Na pesquisa Genial/Quaest, divulgada ontem, os números são péssimos para o presidente no Nordeste: o ex-presidente Luiz Inácio Lula da Silva tem 61% de intenções de voto no primeiro turno, enquanto Bolsonaro tem 13%. Ciro Gomes vem logo atrás, com 8%. Sergio Moro tem 3%; João Doria e André Janones, 2%; e Simone Tebet, 1%. Mesmo com o Auxílio Brasil, a capacidade de pagar as contas piorou para 64% dos eleitores da região.
O périplo pelo Nordeste programado por Bolsonaro para melhorar sua imagem pode ter sido um tiro no pé.

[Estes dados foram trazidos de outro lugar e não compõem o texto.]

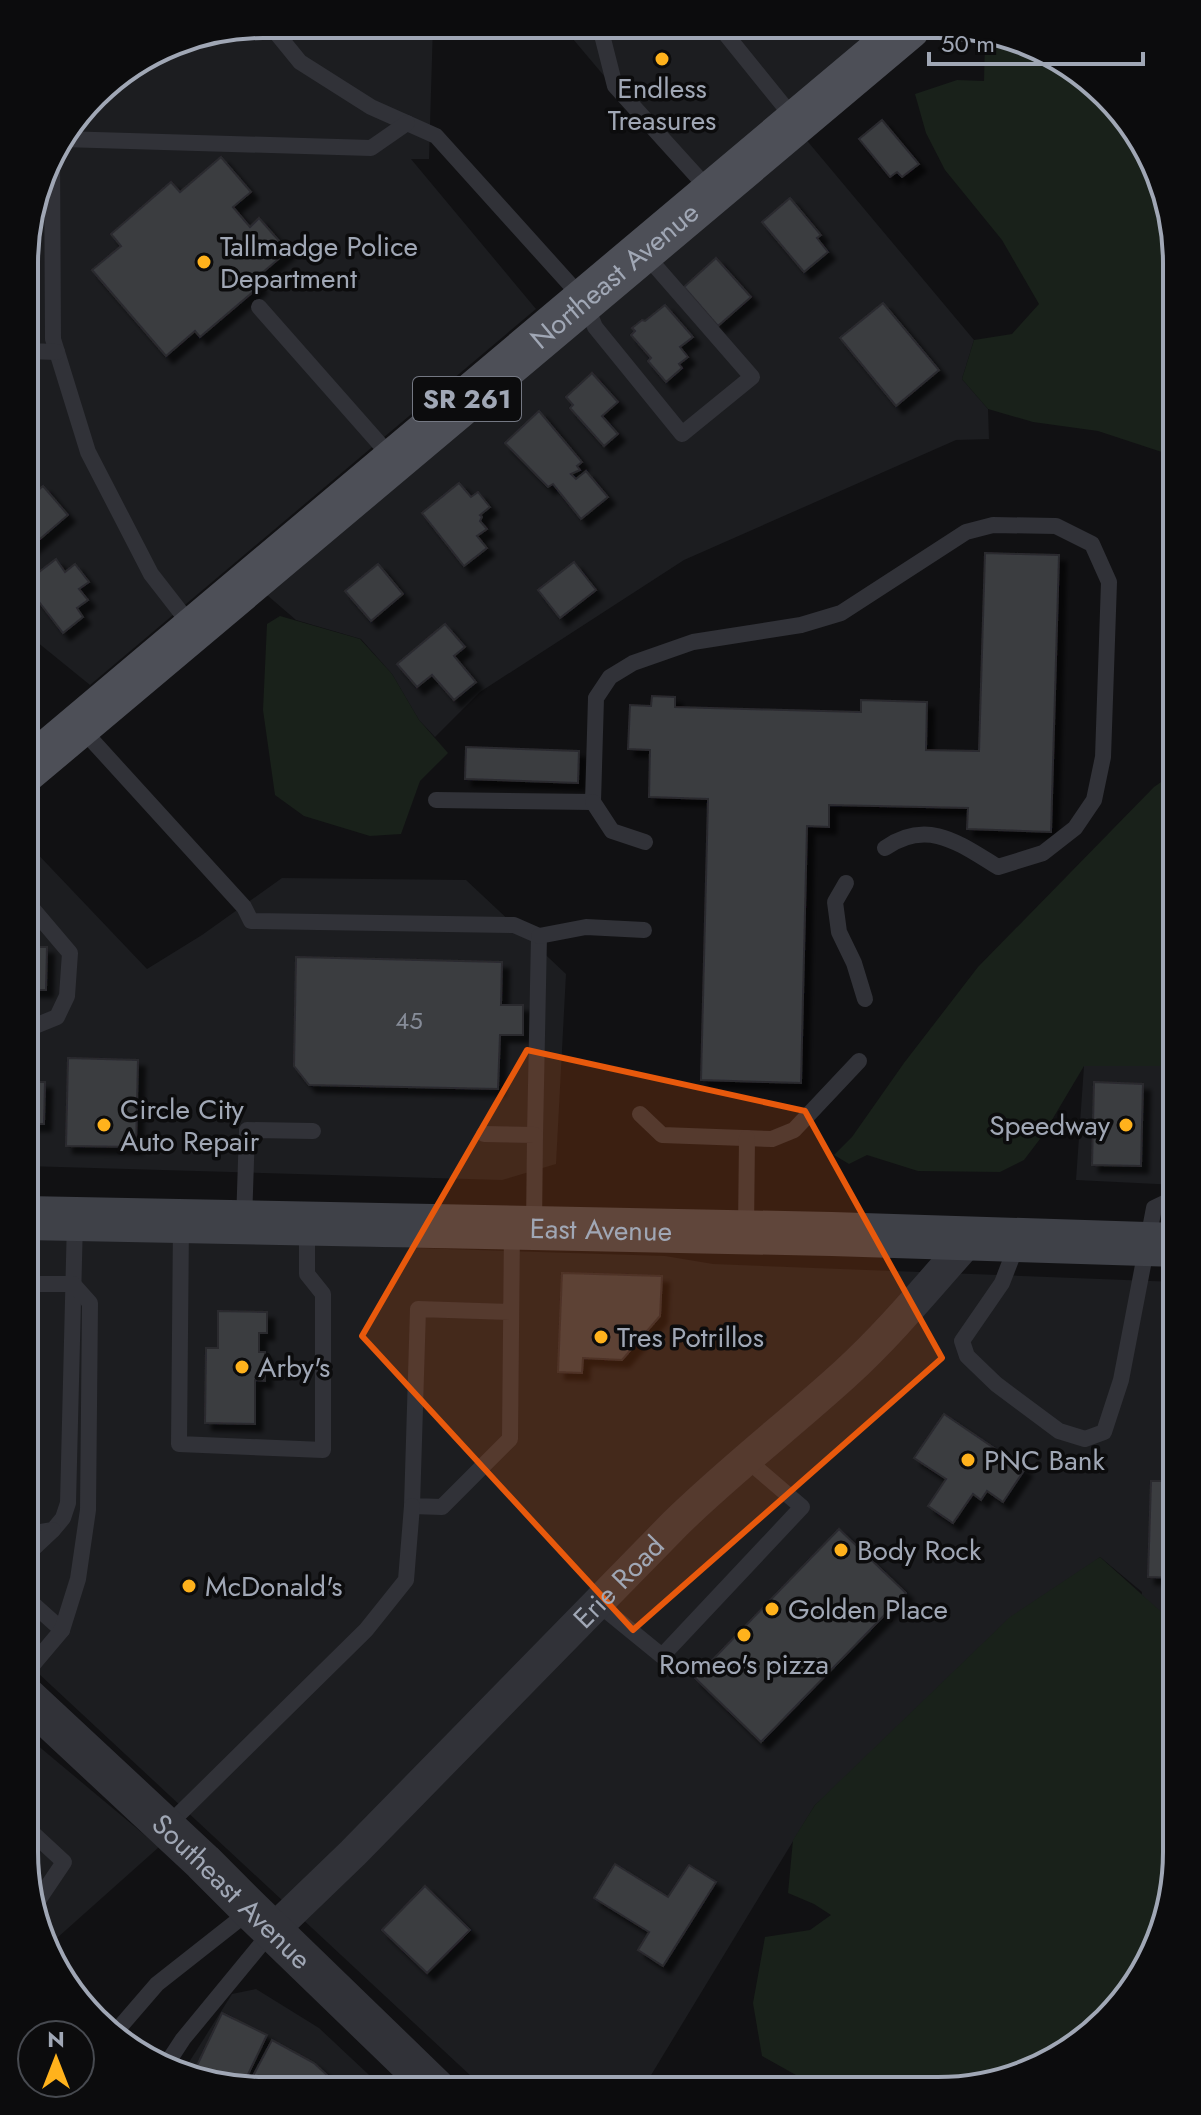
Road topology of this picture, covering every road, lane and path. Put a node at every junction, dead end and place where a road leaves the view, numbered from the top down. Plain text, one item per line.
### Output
1 (280, 38) edge
2 (603, 38) edge
3 (729, 38) edge
4 (896, 38) edge
5 (797, 122) junction
6 (407, 123) junction
7 (75, 139) edge
8 (52, 185) edge
9 (712, 193) junction
10 (643, 251) junction
11 (584, 300) junction
12 (259, 307) dead end
13 (38, 351) edge
14 (57, 352) junction
15 (394, 460) junction
16 (194, 629) junction
17 (78, 726) junction
18 (38, 760) edge
19 (436, 800) dead end
20 (593, 802) junction
21 (645, 842) dead end
22 (885, 848) dead end
23 (846, 883) dead end
24 (38, 915) edge
25 (644, 930) dead end
26 (539, 936) junction
27 (865, 999) dead end
28 (38, 1025) edge
29 (859, 1061) dead end
30 (640, 1114) dead end
31 (313, 1131) dead end
32 (484, 1134) dead end
33 (535, 1135) junction
34 (747, 1138) junction
35 (1163, 1204) edge
36 (38, 1218) edge
37 (75, 1219) junction
38 (181, 1221) junction
39 (244, 1222) junction
40 (307, 1223) junction
41 (523, 1227) junction
42 (745, 1232) junction
43 (971, 1238) junction
44 (1018, 1240) junction
45 (1162, 1244) edge
46 (38, 1284) edge
47 (73, 1284) junction
48 (511, 1312) junction
49 (746, 1459) junction
50 (412, 1506) junction
51 (53, 1530) junction
52 (38, 1532) edge
53 (38, 1544) edge
54 (597, 1603) junction
55 (38, 1609) edge
56 (62, 1630) junction
57 (38, 1658) edge
58 (38, 1708) edge
59 (166, 1827) junction
60 (38, 1838) edge
61 (42, 1895) edge
62 (261, 1920) junction
63 (121, 2026) edge
64 (171, 2057) edge
65 (413, 2077) edge

1 - 6 lane
2 - 9 lane
3 - 5 lane
4 - 5 main road, Northeast Avenue / SR 261
5 - 9 main road, Northeast Avenue / SR 261
6 - 7 lane
6 - 11 lane
8 - 14 lane
9 - 10 main road, Northeast Avenue / SR 261
10 - 11 main road, Northeast Avenue / SR 261
10 - 11 lane
11 - 15 main road, Northeast Avenue / SR 261
12 - 15 lane
13 - 14 lane
14 - 16 lane
15 - 16 main road, Northeast Avenue / SR 261
16 - 17 main road, Northeast Avenue / SR 261
17 - 18 main road, Northeast Avenue / SR 261
17 - 26 lane
19 - 20 lane
20 - 21 lane
20 - 22 lane
23 - 27 lane
24 - 28 lane
25 - 26 lane
26 - 33 lane
29 - 34 lane
30 - 34 lane
31 - 39 lane
32 - 33 lane
33 - 41 lane
34 - 42 lane
35 - 45 lane
36 - 37 main road, East Avenue
37 - 38 main road, East Avenue
37 - 47 lane
38 - 39 main road, East Avenue
38 - 40 lane
39 - 40 main road, East Avenue
40 - 41 main road, East Avenue
41 - 42 main road, East Avenue
41 - 48 lane
42 - 43 main road, East Avenue
43 - 44 main road, East Avenue
43 - 49 street, Erie Road
44 - 45 main road, East Avenue
44 - 45 lane
46 - 47 lane
47 - 51 lane
47 - 56 lane
48 - 50 lane
48 - 50 lane
49 - 54 street, Erie Road
49 - 54 lane
50 - 59 lane
51 - 52 lane
51 - 53 lane
54 - 62 street, Erie Road
55 - 56 lane
56 - 57 lane
58 - 59 street, Southeast Avenue
59 - 62 street, Southeast Avenue
60 - 61 lane
62 - 63 lane
62 - 64 lane
62 - 65 street, Southeast Avenue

Na terça-feira, em Salgueiro (PE), onde participou de uma jegueada, comentando sua relação com o sogro cearense, revelou um preconceito sem noção em relação aos nordestinos: “Eu sempre me referi com os amigos, né, cabra da peste, pau de arara. Eu me chamo de alemão também, sem problema nenhum. Arataca, cabeçudo, pô, é isso aí, valeu!”
Ontem, inaugurou um novo trecho da transposição do Rio Francisco com tanta pressa que não deu tempo de a água chegar. O secretário de Recursos Hídricos do Rio Grande do Norte, João Maria Cavalcanti, explicou que o volume de águas liberado na Barragem de São Gonçalo, na Paraíba, ainda levará mais dois dias percorrendo a bacia do Rio Piranhas-Açu. No momento da inauguração, para frustração dos presentes e irritação de Bolsonaro, a água ainda nem havia chegado a São Bento, na Paraíba, que fica a 20 quilômetros do Rio Grande do Norte. O projeto de transposição foi iniciado em 2007, por Lula.

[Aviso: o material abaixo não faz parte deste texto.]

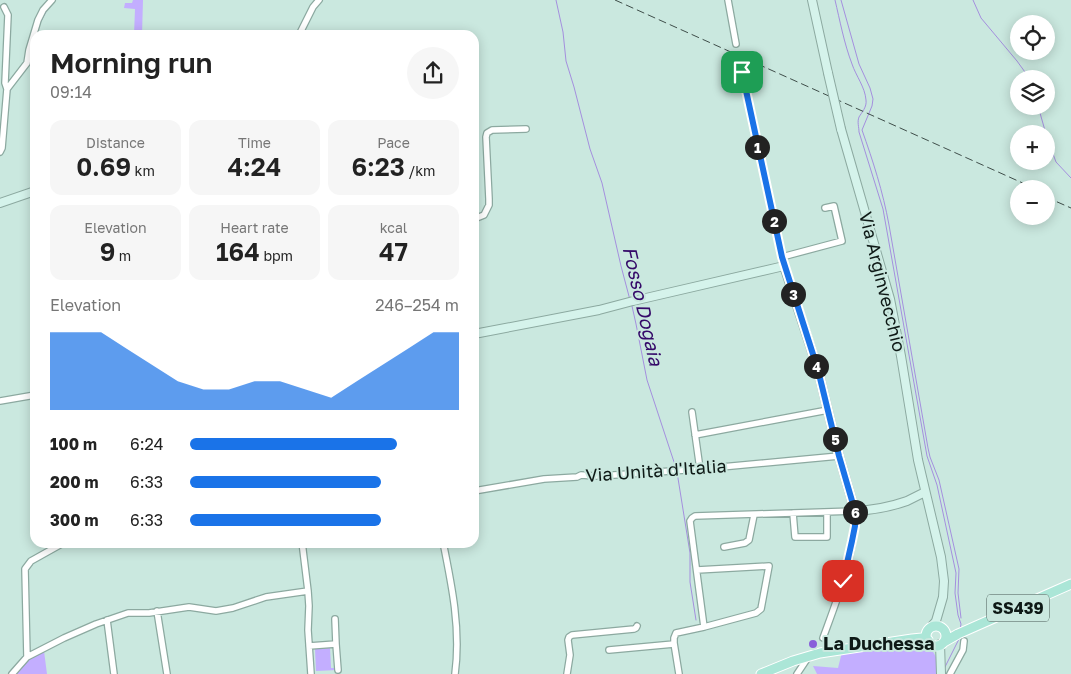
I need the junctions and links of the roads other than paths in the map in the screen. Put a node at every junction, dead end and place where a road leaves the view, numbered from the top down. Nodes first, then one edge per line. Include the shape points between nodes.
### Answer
1 (52, 0) edge
2 (320, 0) edge
3 (728, 0) edge
4 (812, 0) edge
5 (4, 7) dead end
6 (35, 30) edge
7 (302, 30) edge
8 (736, 44) dead end
9 (30, 47) edge
10 (742, 72) dead end
11 (7, 89) junction
12 (526, 129) dead end
13 (0, 152) edge
14 (30, 193) edge
15 (0, 203) edge
16 (825, 208) dead end
17 (479, 217) edge
18 (782, 257) junction
19 (784, 266) junction
20 (479, 333) edge
21 (30, 396) edge
22 (0, 401) edge
23 (828, 410) junction
24 (692, 412) dead end
25 (695, 435) junction
26 (839, 456) junction
27 (700, 469) junction
28 (479, 490) edge
29 (926, 492) junction
30 (855, 511) junction
31 (793, 512) junction
32 (827, 513) junction
33 (754, 515) junction
34 (724, 547) dead end
35 (54, 548) edge
36 (303, 548) edge
37 (443, 548) edge
38 (696, 570) junction
39 (1071, 584) edge
40 (308, 591) junction
41 (157, 611) junction
42 (939, 612) junction
43 (335, 619) dead end
44 (107, 620) junction
45 (637, 626) dead end
46 (704, 627) junction
47 (942, 628) junction
48 (962, 635) junction
49 (823, 638) dead end
50 (933, 638) junction
51 (336, 644) junction
52 (674, 644) junction
53 (309, 646) junction
54 (609, 650) dead end
55 (27, 656) junction
56 (809, 656) junction
57 (338, 670) dead end
58 (941, 670) edge
59 (12, 674) edge
60 (114, 674) edge
61 (167, 674) edge
62 (311, 674) edge
63 (455, 674) edge
64 (567, 674) edge
65 (678, 674) edge
66 (761, 674) edge
67 (797, 674) edge
68 (950, 674) edge

1 - 6 street via 43,10
2 - 7 street
3 - 8 street
4 - 29 street, Via Arginvecchio, bridge via 841,129 890,299
5 - 11 street via 8,14
9 - 11 street via 27,64
10 - 18 street
11 - 13 street
12 - 17 street via 487,133 489,206
14 - 15 street
16 - 18 street via 834,206 842,241
18 - 19 street
19 - 20 street via 599,310
19 - 23 street
21 - 22 street
23 - 25 street
23 - 26 street
24 - 25 street
25 - 27 street
26 - 27 street, Via Unità d'Italia
26 - 30 street
27 - 28 street, Via Unità d'Italia via 582,475
29 - 30 street via 891,506
29 - 42 street, Via Arginvecchio via 944,581
30 - 32 street
30 - 49 street via 855,526 843,581
31 - 32 street
31 - 32 street via 795,537 827,537
31 - 33 street
33 - 34 street via 749,540
33 - 38 street via 692,518
35 - 55 street via 30,561 25,570
36 - 40 street
37 - 63 street via 458,641
38 - 46 street
38 - 46 street via 769,566 761,609 756,614
39 - 48 main road, SS439
40 - 41 street via 266,597 225,610 189,606
40 - 53 street
41 - 44 street via 128,613
41 - 61 street
42 - 47 street
42 - 50 street
43 - 51 street
44 - 55 street
44 - 60 street
45 - 64 street via 570,637
46 - 52 street via 676,633
47 - 48 main road, SS439
47 - 50 main road, SS439 via 935,626
47 - 50 main road via 946,636
48 - 50 main road, SS439
48 - 68 street via 963,650
50 - 56 main road, SS439
50 - 58 street
51 - 53 street
51 - 57 street
52 - 54 street
52 - 65 street
53 - 62 street
55 - 59 street
56 - 66 main road, SS439
56 - 67 street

Em Salgueiro, Bolsonaro já havia passado pelo constrangimento de ser cobrado pelo fato de a cidade estar sem água há 18 dias, segundo o vice-prefeito Edilton Carvalho. São ossos de uma pré-campanha onde os políticos nordestinos começam sua migração para Lula. O senador Renan Calheiros (MDB-AL), desafeto de Arthur Lira, já está defendendo o apoio do seu partido ao petista no primeiro turno, caso a pré-candidatura de Tebet não decole.

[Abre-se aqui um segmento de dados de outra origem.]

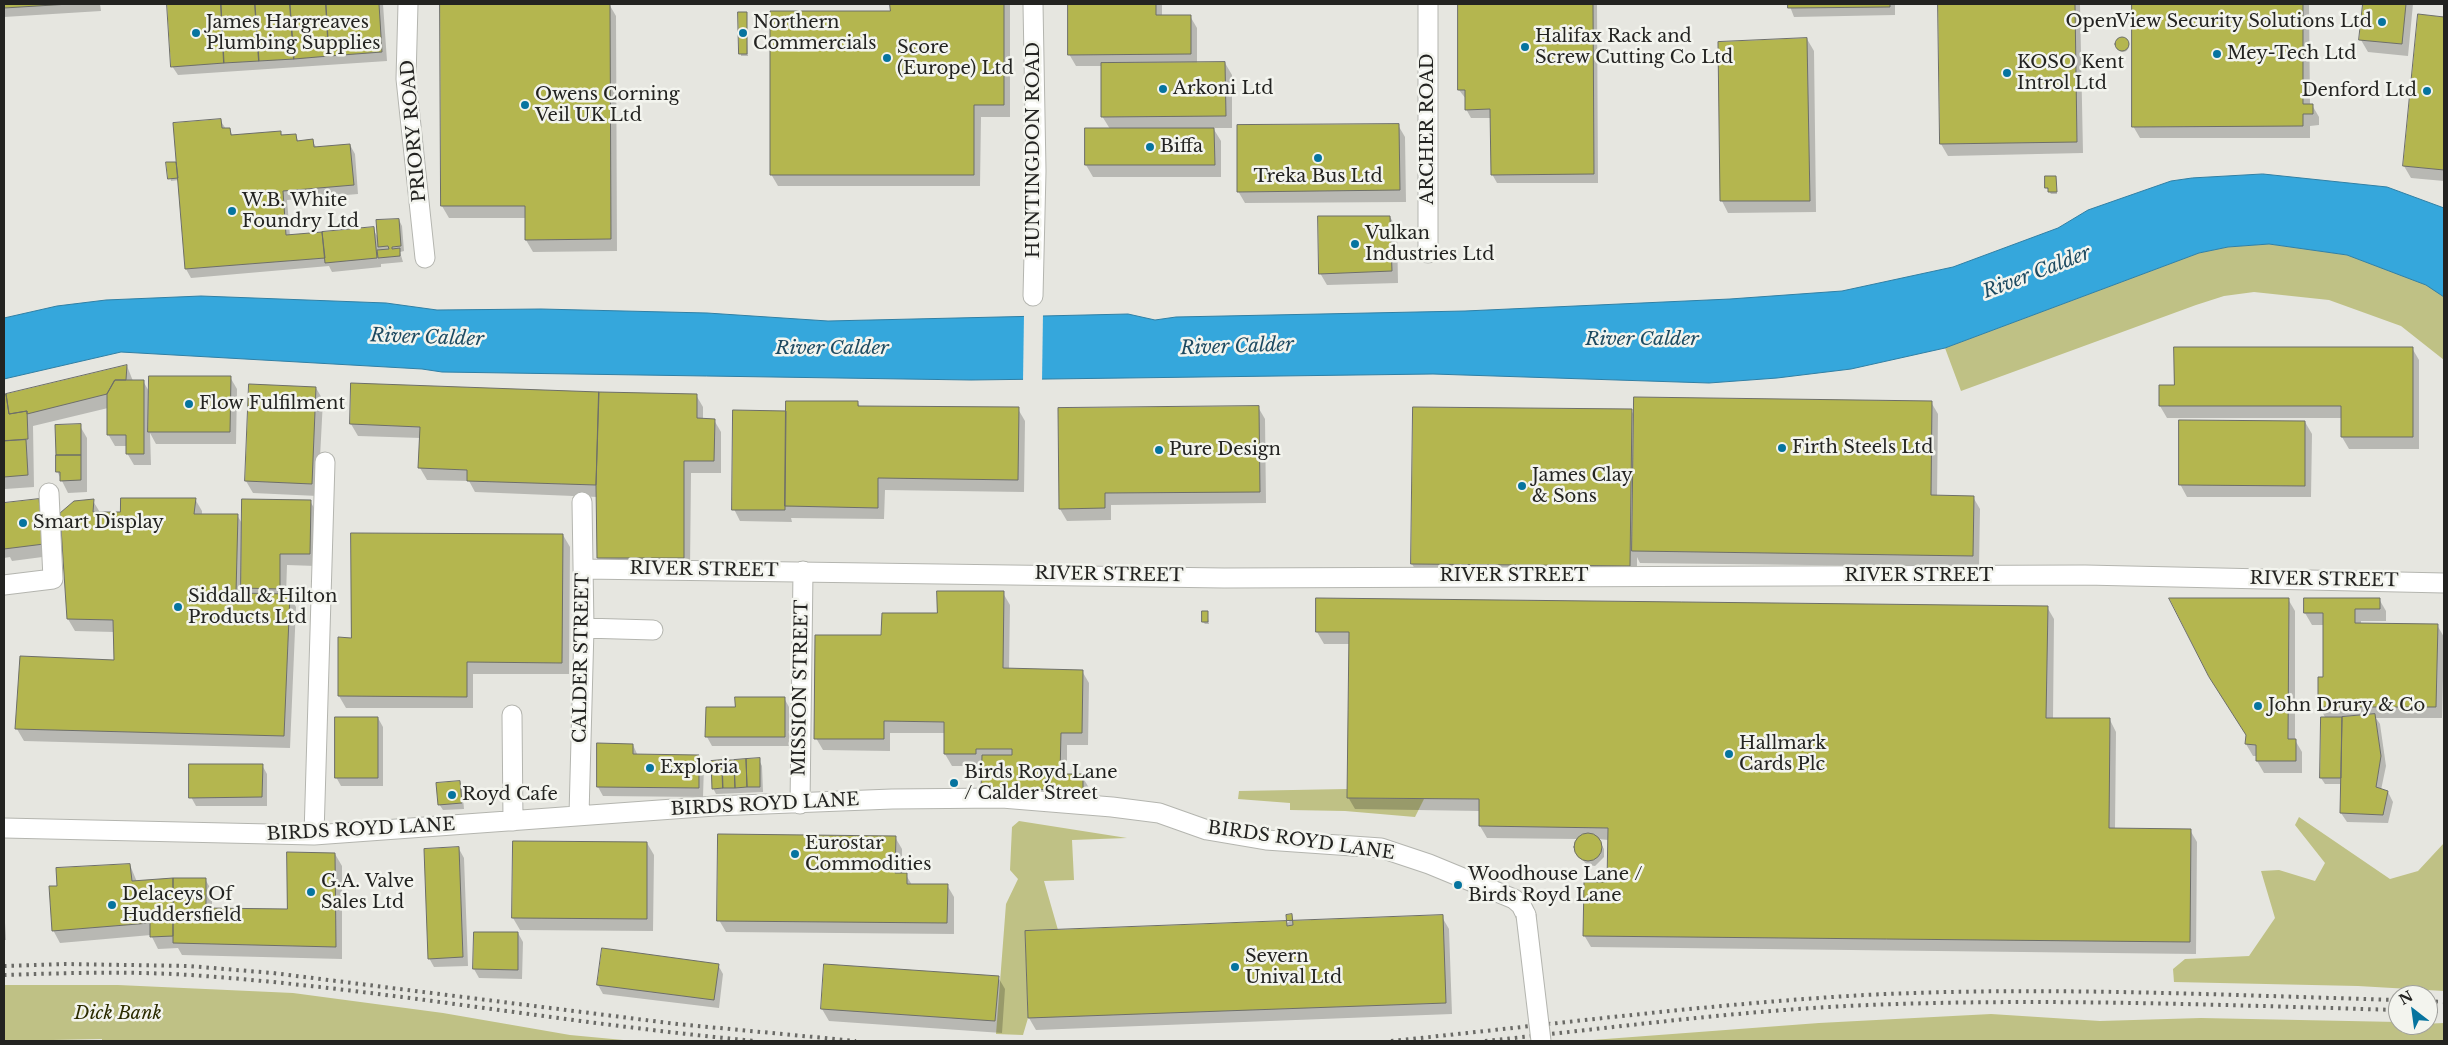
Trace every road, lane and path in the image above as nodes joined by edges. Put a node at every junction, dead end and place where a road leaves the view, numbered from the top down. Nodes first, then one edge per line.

É esse tipo de pressão que faz o Centrão priorizar uma agenda maldita no Congresso. Segundo o Diário Oficial da União publicado ontem, o governo quer aprovar no Congresso mudanças no ICMS sobre combustíveis, liberação da posse e porte de armas de fogo, facilitação das licenças ambientais, autorização para mineração nas terras indígenas e nas faixas de fronteira, retaguarda jurídica para homicídios praticados por policiais, integração do ProAgro e do Prêmio Seguro Rural. É uma corrida contra o tempo, que estabelece um claro divisor de águas no Congresso entre os aliados de Bolsonaro e a oposição.
Pandemia
Na vida banal, a pandemia de covid-19 continua fora de controle. Ontem, foram registrados 1.264 óbitos e 178.814 novos casos em 24 horas, segundo o (Conselho Nacional de Secretários de Saúde (Conass). Na terça-feira, 1.189 mortes e 177.027 casos. A escala de propagação da doença está impactando o número absoluto de mortes diárias, embora a variante ômicron seja considerada menos letal. O afrouxamento das medidas de distanciamento social é a principal causa do grande número de infectados. Já o número de mortes tem relação direta com os não-vacinados, a maioria dos que estão intubados nas UTIs. Esse cenário já estava previsto pelos sanitaristas e é resultado da campanha negacionista patrocinada por Bolsonaro e do atraso na vacinação das crianças, provocado pelas manobras do ministro da Saúde, Marcelo Queiroga.
Mesmo assim, Bolsonaro continua afirmando que acertou na pandemia. A lógica permanece a mesma: apostar na imunização de rebanho para evitar que a economia seja prejudicada. Não é o que está acontecendo. Num país de dimensões continentais como o Brasil, sem vacinação em massa, é impossível conter a pandemia porque ela se propaga pelo território de forma desigual — e sofre mutações genéticas, como já acontece, inclusive, com o vírus da ômicron.